Her desire is for God, but that desire is trapped in a rivalrous understanding. There is no answer to her argument, because the argument itself is wrong. “The hour is coming when you will worship the Father neither on this mountain nor in Jerusalem [but]… in spirit and truth.”
Her complicated relationship history, too, hints at the destructive effects of disordered desire. She has had five husbands and is now with a man who is not her husband. There is nothing in this gospel reading, by the way, to suggest that this is her fault. In a patriarchal society she is likely to be the victim of the rivalrous desires of these various men. And this has left her as something of an outcast, as she comes to fetch water on her own in the midday heat, instead of at dawn with the other women of the town.
Jesus cuts through all that tangled history, and all the social conventions about not associating with Samaritans and not speaking to women. Jesus leads her to her deepest desire, the living water gushing up to eternal life.
Discovering our deepest desire for God reorders and converts our lesser desires, and changes our priorities. The desire for God leads us to the living source, the spring of water gushing up to eternal life. This is deeper than the desires of this passing life. It is not contained in outward forms of worship. The mountain where we worship God is not enough for us: it is God himself who alone can satisfy our need, in spirit and in truth.
In Lent we are thinking about the question, “what do we need to flourish as a church?” Today we think about our deepest desire, our desire for God, and how that desire is satisfied for us as a church. What for us unseals the living water? What refreshes and renews us spiritually?
As a church of the Catholic tradition in the Church of England we have a particular style and approach to our worship. The Sacraments are central to our worship, though that of course does not exclude Bible reading, prayer, meditation and service to others. What aspects of our life as a church help us in our quest for God? What other resources might help us from elsewhere, from other traditions, or perhaps even from outside the church altogether?
And we need to think too of what might get in the way, and of when attachment to outward forms might become an obstacle. We share our building with Grace Church, whose evangelical tradition is very different from ours. We are reflecting on what helps us to flourish as part of the wider question of what it might means for our two churches to flourish more fully together.
We need then to be aware of the kind of rivalry and polarisation that the Samaritan woman imagines about her own tradition – should we worship God on this mountain or in Jerusalem? The reply of Jesus speaks to us, too. Neither on this mountain nor in Jerusalem: we are to seek the Father in spirit and in truth. Outward forms and traditions are meant to lead us to God, but if we become attached to them they will stop us reaching our goal.
So in twos and threes, please, could you talk for about five minutes about the questions on the news sheet:
         What practices, devotions and kinds of worship quench your spiritual thirst? What, for you, helps to satisfy your need for God? They may be things we do in this church or from somewhere else, or from outside the church altogether.

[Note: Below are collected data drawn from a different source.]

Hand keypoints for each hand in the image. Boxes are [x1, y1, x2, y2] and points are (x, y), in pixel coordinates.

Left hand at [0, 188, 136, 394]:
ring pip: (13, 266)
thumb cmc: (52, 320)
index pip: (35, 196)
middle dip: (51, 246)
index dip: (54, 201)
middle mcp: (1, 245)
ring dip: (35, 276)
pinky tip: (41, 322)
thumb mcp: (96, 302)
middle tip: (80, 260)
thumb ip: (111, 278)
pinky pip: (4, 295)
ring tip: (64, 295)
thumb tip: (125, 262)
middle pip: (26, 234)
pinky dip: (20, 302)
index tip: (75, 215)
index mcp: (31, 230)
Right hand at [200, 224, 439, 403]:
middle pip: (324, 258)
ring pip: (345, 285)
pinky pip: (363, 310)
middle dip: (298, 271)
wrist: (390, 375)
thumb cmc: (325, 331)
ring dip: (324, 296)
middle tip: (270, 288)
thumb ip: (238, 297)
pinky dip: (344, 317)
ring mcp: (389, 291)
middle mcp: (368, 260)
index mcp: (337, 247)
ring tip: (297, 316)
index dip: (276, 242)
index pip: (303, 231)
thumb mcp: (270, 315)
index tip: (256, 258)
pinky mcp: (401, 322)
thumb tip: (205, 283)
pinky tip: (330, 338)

•         How could we build on these things at St Peter’s, or use them if they are not already part of our life?

Homily at Parish Mass Lent 2 2017

Romans 4:1-5, 13-17
John 3:1-17

Nicodemus “came to Jesus by night”. Picture the scene. No modern urban street lighting, dark streets, dark houses, perhaps a single flickering lamp shedding its light on the two faces bent together, intent in conversation.

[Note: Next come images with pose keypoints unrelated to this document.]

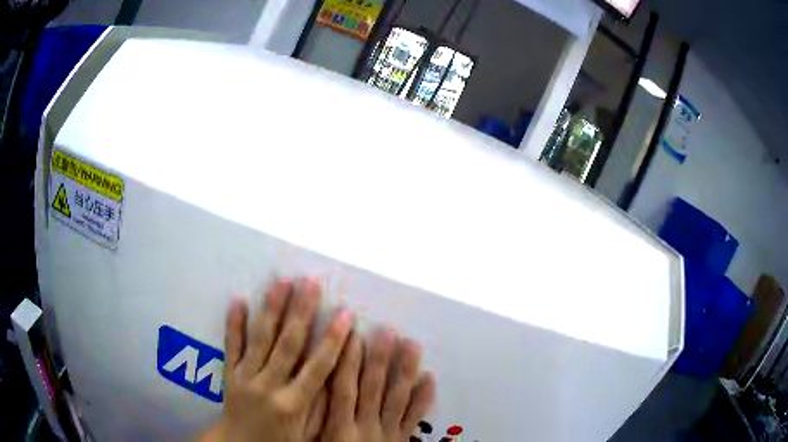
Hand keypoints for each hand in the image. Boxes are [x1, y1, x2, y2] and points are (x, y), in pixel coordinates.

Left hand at [199, 278, 352, 441]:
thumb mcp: (309, 434)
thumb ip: (323, 407)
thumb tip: (338, 376)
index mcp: (293, 404)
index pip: (318, 367)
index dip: (333, 339)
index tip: (345, 315)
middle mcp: (268, 386)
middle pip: (288, 345)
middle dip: (302, 312)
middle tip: (312, 284)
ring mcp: (245, 377)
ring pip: (260, 338)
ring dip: (272, 309)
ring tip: (282, 282)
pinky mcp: (229, 373)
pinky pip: (231, 345)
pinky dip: (234, 323)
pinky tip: (239, 300)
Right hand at [320, 329, 435, 441]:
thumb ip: (316, 421)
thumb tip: (312, 390)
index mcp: (340, 428)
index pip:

Night and darkness have a great dramatic power in John’s Gospel. In his prologue, which announces the Word made flesh, the light of the world, we are told that “The light shines in the darkness, and the darkness did not overcome it.”

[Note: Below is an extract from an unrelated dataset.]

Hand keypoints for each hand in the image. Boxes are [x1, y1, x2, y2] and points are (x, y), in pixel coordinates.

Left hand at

So when John tells us that something happens by night, he’s more than just telling us the time of day. Night has a profound spiritual significance. And John places only two scenes in his gospel at night. This meeting with Nicodemus, and the betrayal by Judas. The night is a time of fear when evil can seem triumphant. If Jesus is the light, then night, in John’s gospel, is symbolic of turning away from the light.
So Nicodemus comes by night, and we are meant to understand the spiritual meaning of this: Nicodemus has yet to realise that Jesus is the light of the world. But it also is a dramatic device: it suggests fear, a furtive meeting, in secret.
But whose fear, and why? Nicodemus was a leader of the people, a member of the religious elite – people who had a position in society and wanted to keep it.  They were on the watch for subversive movements and rebel leaders who might turn the people against them, or against the Roman occupying power, which would be just as dangerous.
So what is going on when Nicodemus comes to Jesus by night? Is he genuinely interested in Jesus? If so he puts himself at risk by visiting him, if he is found out. Or is he a spy sent to find out what Jesus is about and report back? If so, then the meeting is dangerous to Jesus.
And yet Jesus shows no fear. This scene is laden with ambiguity and risk. But Jesus nevertheless imparts to this dubious visitor the heart of his teaching: the need to be “born from above” and share the life of the Spirit. The most famous verse in the Bible, “God so loved the world that he gave his only Son”, is entrusted to someone whose motives are altogether unclear. And Jesus does this without fear. Why? Because he believes what he is teaching.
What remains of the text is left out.